→ Task to complete: Begin with the line containing "Road topology of" and end with the last line of the data below; return those lines exactly, and only those.

(Stored data)
■ ■ ■ ■ ■

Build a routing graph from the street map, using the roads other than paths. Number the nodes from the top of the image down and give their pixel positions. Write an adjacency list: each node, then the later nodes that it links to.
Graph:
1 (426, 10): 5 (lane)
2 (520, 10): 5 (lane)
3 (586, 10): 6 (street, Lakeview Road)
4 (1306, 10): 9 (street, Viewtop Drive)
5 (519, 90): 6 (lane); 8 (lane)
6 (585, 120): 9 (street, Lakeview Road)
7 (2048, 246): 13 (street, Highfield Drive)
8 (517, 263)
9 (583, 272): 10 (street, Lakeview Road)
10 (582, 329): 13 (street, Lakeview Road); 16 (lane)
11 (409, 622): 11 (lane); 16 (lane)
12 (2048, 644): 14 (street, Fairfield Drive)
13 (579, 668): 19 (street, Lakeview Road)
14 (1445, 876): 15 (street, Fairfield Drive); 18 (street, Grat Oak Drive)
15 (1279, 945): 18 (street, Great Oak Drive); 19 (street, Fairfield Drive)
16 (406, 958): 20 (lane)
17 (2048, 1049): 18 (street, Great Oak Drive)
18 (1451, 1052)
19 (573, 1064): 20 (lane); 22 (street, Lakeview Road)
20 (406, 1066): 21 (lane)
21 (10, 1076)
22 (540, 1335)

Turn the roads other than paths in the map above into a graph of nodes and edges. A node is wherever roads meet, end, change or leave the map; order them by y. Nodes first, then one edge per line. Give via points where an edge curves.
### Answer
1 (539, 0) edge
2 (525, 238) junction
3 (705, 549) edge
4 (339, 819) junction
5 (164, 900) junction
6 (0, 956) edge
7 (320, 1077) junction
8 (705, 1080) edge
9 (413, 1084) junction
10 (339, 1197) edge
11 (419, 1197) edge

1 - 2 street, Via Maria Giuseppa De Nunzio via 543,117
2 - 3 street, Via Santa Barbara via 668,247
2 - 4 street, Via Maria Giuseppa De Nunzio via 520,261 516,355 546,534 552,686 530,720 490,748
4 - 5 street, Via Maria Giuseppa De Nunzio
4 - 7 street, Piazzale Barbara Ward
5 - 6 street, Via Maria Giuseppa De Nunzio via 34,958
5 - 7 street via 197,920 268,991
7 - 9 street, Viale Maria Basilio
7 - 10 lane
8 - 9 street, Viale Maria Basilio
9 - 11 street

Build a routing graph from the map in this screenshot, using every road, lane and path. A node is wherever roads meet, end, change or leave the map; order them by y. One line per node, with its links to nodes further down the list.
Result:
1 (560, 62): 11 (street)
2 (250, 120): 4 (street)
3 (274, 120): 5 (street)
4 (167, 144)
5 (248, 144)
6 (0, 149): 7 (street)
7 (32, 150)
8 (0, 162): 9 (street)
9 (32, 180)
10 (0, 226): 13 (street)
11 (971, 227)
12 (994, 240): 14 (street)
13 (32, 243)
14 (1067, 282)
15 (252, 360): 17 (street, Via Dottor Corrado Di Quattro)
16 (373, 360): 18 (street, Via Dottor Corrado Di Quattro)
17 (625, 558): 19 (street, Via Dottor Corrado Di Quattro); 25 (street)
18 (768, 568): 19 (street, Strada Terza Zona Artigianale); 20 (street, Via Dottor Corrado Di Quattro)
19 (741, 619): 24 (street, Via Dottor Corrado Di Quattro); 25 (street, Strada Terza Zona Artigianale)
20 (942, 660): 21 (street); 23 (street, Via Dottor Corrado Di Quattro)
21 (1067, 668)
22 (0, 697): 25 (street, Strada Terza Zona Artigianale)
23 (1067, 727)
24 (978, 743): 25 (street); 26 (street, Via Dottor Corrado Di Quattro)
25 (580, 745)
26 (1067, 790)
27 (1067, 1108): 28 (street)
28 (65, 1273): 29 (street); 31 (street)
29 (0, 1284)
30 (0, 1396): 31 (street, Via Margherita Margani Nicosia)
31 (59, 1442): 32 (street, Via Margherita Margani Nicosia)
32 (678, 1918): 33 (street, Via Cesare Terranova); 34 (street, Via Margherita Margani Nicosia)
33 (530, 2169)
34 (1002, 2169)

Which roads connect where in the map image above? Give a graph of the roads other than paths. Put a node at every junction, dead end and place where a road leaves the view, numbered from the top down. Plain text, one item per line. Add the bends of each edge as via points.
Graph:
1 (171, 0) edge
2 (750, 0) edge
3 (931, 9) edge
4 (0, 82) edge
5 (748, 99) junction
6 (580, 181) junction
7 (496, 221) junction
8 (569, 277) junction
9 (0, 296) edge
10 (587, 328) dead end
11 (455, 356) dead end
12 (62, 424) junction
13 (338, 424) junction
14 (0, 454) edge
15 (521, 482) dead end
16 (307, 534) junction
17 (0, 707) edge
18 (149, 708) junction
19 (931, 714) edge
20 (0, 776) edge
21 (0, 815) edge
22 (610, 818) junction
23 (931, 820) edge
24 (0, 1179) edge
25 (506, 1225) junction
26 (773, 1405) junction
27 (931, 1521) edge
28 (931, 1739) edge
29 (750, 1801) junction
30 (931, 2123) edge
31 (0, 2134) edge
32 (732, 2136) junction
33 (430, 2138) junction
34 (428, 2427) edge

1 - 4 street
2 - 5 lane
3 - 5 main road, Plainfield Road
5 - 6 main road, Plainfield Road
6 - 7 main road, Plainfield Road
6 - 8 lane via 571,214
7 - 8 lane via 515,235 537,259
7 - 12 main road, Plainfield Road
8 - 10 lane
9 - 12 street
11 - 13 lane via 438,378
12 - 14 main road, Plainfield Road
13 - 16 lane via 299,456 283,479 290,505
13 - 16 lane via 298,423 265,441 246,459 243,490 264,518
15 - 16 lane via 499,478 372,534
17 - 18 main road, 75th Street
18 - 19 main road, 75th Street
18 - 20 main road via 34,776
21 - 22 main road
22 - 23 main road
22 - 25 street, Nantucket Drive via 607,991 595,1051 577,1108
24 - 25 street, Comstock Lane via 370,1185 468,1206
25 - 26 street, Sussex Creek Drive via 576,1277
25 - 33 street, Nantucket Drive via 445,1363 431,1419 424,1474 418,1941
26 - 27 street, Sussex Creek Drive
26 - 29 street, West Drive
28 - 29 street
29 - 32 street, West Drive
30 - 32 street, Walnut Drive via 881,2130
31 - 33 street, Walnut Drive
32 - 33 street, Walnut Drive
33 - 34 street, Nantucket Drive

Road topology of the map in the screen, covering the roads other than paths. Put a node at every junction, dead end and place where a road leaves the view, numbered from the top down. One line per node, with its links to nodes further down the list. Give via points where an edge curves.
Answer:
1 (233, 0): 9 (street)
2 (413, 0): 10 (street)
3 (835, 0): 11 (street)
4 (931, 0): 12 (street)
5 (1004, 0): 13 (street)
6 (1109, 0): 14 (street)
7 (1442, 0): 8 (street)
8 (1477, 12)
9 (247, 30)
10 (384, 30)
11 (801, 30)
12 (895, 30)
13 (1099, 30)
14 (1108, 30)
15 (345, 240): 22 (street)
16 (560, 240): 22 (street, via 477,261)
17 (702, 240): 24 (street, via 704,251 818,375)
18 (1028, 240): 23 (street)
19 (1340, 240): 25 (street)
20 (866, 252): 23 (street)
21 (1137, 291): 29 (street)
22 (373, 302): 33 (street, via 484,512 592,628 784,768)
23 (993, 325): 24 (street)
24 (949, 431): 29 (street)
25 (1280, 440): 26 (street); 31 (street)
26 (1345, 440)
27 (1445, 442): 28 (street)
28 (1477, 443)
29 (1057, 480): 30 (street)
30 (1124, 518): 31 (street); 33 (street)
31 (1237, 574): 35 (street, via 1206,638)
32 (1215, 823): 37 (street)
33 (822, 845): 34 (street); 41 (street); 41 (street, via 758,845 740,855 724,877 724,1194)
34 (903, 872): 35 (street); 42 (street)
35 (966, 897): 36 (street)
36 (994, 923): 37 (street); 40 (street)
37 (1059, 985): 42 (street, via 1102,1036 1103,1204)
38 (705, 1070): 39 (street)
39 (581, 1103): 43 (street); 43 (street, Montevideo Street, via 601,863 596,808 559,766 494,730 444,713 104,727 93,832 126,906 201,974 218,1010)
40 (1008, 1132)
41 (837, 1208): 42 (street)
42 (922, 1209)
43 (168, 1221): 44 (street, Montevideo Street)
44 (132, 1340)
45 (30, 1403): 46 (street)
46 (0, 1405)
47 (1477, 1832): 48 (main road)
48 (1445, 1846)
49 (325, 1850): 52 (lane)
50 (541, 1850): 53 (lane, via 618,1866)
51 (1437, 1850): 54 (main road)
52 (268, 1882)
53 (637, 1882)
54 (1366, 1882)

■ ■ ■ ■ ■

→ Written reply:
Road topology of the map in the screen, covering the roads other than paths. Put a node at every junction, dead end and place where a road leaves the view, numbered from the top down. One line per node, with its links to nodes further down the list. Give via points where an edge curves.
Answer:
1 (233, 0): 9 (street)
2 (413, 0): 10 (street)
3 (835, 0): 11 (street)
4 (931, 0): 12 (street)
5 (1004, 0): 13 (street)
6 (1109, 0): 14 (street)
7 (1442, 0): 8 (street)
8 (1477, 12)
9 (247, 30)
10 (384, 30)
11 (801, 30)
12 (895, 30)
13 (1099, 30)
14 (1108, 30)
15 (345, 240): 22 (street)
16 (560, 240): 22 (street, via 477,261)
17 (702, 240): 24 (street, via 704,251 818,375)
18 (1028, 240): 23 (street)
19 (1340, 240): 25 (street)
20 (866, 252): 23 (street)
21 (1137, 291): 29 (street)
22 (373, 302): 33 (street, via 484,512 592,628 784,768)
23 (993, 325): 24 (street)
24 (949, 431): 29 (street)
25 (1280, 440): 26 (street); 31 (street)
26 (1345, 440)
27 (1445, 442): 28 (street)
28 (1477, 443)
29 (1057, 480): 30 (street)
30 (1124, 518): 31 (street); 33 (street)
31 (1237, 574): 35 (street, via 1206,638)
32 (1215, 823): 37 (street)
33 (822, 845): 34 (street); 41 (street); 41 (street, via 758,845 740,855 724,877 724,1194)
34 (903, 872): 35 (street); 42 (street)
35 (966, 897): 36 (street)
36 (994, 923): 37 (street); 40 (street)
37 (1059, 985): 42 (street, via 1102,1036 1103,1204)
38 (705, 1070): 39 (street)
39 (581, 1103): 43 (street); 43 (street, Montevideo Street, via 601,863 596,808 559,766 494,730 444,713 104,727 93,832 126,906 201,974 218,1010)
40 (1008, 1132)
41 (837, 1208): 42 (street)
42 (922, 1209)
43 (168, 1221): 44 (street, Montevideo Street)
44 (132, 1340)
45 (30, 1403): 46 (street)
46 (0, 1405)
47 (1477, 1832): 48 (main road)
48 (1445, 1846)
49 (325, 1850): 52 (lane)
50 (541, 1850): 53 (lane, via 618,1866)
51 (1437, 1850): 54 (main road)
52 (268, 1882)
53 (637, 1882)
54 (1366, 1882)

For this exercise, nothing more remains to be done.